**The problem**
From the entries below, pull out each line where "Keep" appears.

**Source material**
------

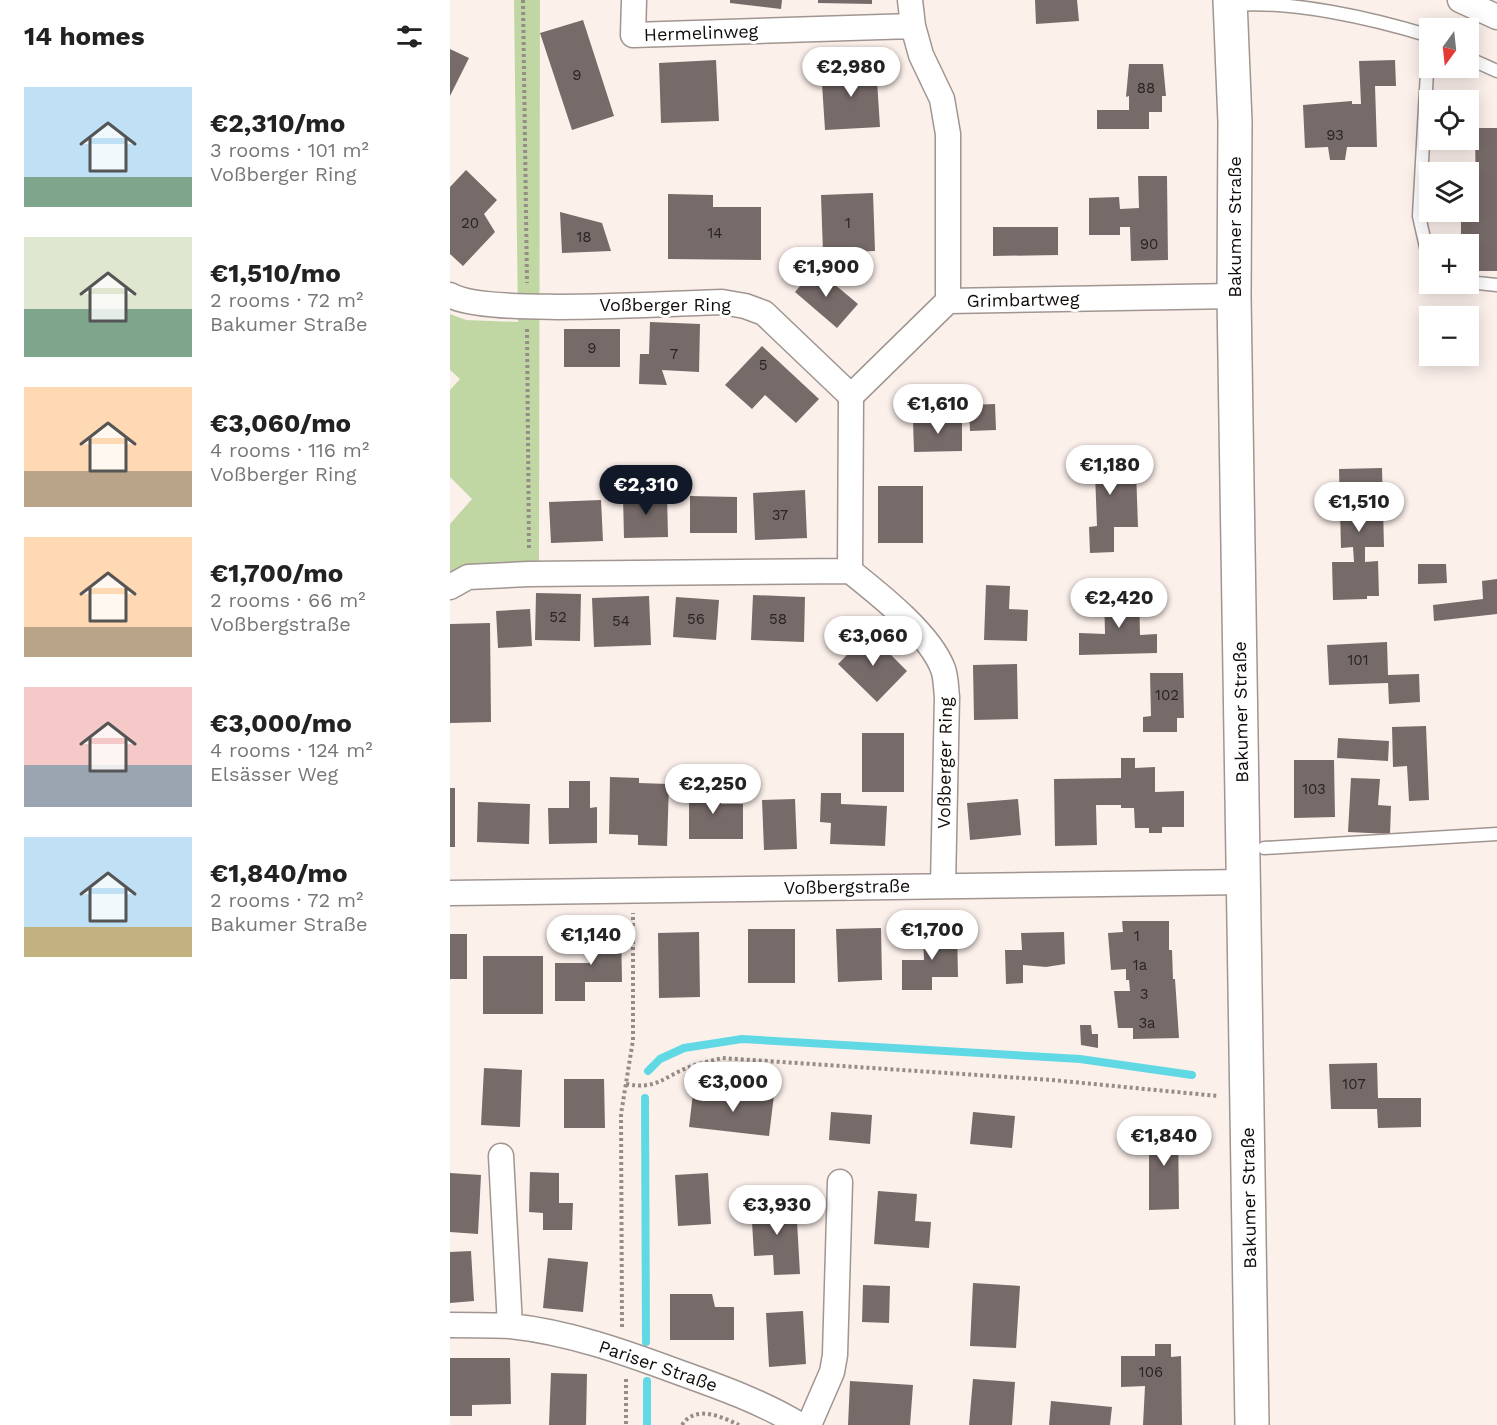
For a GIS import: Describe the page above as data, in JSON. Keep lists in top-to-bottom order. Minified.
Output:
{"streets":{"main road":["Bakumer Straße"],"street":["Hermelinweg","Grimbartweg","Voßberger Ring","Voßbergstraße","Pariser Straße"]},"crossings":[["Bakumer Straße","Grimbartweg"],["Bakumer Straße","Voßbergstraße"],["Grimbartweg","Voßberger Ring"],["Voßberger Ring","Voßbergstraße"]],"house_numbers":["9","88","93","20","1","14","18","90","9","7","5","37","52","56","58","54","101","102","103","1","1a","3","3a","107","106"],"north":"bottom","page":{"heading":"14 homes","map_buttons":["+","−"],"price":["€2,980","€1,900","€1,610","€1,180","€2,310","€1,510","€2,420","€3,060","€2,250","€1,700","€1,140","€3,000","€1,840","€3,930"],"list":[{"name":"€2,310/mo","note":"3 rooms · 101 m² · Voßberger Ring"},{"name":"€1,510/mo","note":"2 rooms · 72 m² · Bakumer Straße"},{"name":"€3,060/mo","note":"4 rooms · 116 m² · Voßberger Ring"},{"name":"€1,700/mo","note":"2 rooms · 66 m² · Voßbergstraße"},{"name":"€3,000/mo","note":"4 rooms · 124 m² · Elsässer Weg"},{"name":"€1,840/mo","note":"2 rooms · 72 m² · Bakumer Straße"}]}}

------

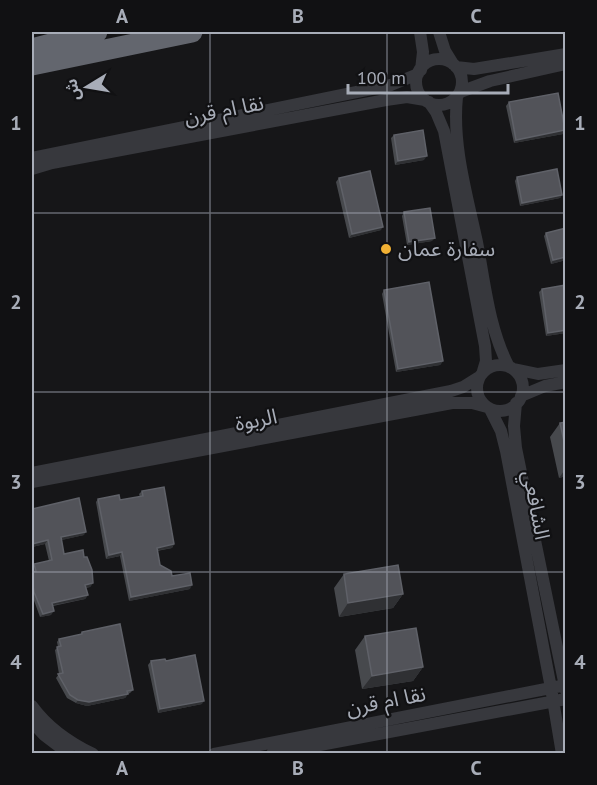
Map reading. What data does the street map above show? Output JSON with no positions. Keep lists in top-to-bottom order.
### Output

------

**Exercise result**
For a GIS import: Describe the page above as data, in JSON. Keep lists in top-to-bottom order. Minified.
Map reading. What data does the street map above show? Output JSON with no positions. Keep lists in top-to-bottom order.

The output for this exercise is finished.